The RBI's monetary policy committee on February 7 cut benchmark lending rate by 25 bps and changed its stance to "neutral" from "calibrated tightening".
The repo rate been lowered to 6.25 percent from 6.5 percent, and reverse repo rate has been adjusted to 6 percent.
Future MPC decisions on policy rates will be data driven, RBI Governor Shaktikanta Das said in his address to the media.
Here are some key highlights:
- The decision to change the policy stance was unanimous.
- RBI Deputy Governor Viral Acharya and Chetan Ghate voted to keep the rates unchanged, while the other four members voted for a rate cut.
- Retail inflation, measured as consumer price inflation (CPI), has been revised to 2.8 percent for January-March, 3.2-34 percent for April-September 2019, and 3.9 percent in Q3.
- The MPC expects headline inflation to remain soft in the near term. The short-term outlook for food inflation "appears particularly benign".
- GDP growth is estimated at 7.4 percent in 2019-20, with a projection of 7.2-7.4 percent for April-September, and 7.5 percent in Q3.
The MPC retained its 7.4 percent GDP growth forecast for 2018-2019. Growth for H1:2019-20 was earlier pegged at 7.5 percent.

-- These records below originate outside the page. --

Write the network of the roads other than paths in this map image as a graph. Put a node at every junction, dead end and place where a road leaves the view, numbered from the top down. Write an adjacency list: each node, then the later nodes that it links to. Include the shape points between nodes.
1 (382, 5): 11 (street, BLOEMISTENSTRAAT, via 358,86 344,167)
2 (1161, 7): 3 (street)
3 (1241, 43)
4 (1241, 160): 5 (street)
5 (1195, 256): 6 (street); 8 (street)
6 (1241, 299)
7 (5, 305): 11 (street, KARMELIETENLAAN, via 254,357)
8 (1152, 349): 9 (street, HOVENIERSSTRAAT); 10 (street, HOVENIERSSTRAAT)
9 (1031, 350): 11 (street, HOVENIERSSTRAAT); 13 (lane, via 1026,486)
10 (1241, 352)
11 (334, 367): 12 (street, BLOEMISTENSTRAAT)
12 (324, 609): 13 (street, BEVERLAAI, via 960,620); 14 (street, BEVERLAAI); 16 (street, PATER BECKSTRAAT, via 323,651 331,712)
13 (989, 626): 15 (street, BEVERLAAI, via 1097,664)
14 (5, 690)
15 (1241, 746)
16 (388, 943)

- "The need is to strengthen private investment activity and buttress private consumption," the MPC said.
Actual output has inched lower than the potential. Investment activity is recovering, supported by public spending on infrastructure.
- The central bank will issue norms on harmonising types of NBFCs by February end.

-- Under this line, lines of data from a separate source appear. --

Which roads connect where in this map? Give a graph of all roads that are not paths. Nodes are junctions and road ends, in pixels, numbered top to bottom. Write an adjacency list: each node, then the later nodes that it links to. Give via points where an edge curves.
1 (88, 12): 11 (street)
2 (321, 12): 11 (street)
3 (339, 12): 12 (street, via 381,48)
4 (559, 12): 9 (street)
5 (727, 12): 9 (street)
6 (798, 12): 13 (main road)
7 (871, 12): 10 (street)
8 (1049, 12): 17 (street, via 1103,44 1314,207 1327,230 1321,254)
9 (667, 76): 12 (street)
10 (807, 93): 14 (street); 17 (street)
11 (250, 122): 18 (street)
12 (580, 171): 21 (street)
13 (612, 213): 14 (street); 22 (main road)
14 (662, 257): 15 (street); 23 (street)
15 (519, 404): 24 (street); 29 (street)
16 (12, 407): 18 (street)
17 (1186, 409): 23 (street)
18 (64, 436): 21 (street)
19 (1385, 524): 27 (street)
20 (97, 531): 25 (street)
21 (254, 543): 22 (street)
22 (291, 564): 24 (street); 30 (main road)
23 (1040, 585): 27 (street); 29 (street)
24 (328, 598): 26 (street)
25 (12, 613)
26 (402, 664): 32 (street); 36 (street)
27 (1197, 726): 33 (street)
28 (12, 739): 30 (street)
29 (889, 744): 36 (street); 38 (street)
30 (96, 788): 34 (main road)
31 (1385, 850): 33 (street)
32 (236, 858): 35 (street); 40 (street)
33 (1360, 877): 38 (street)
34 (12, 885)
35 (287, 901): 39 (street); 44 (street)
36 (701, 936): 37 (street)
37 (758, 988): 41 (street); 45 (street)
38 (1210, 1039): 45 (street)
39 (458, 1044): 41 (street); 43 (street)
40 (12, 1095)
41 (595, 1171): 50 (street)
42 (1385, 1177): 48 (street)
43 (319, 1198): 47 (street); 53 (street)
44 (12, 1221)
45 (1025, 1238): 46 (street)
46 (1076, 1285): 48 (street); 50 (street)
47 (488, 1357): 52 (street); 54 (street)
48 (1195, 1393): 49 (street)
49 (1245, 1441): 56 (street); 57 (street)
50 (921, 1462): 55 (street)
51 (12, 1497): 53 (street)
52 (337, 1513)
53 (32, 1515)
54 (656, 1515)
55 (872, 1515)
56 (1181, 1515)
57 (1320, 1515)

The RBI also said it eased risk-weight norms to ease credit flow into the NBFC space. The RBI will now assign a risk weight to all rated exposures of banks to NBFCs.
- Trade tensions and geo-political uncertainties will weigh on global demand, potentially hurting prices of oil and other commodities.- Import growth had turned slow in November and turned negative in December 2018. Export growth was almost flat in November and December 2018 on a year-on-year (YoY) basis.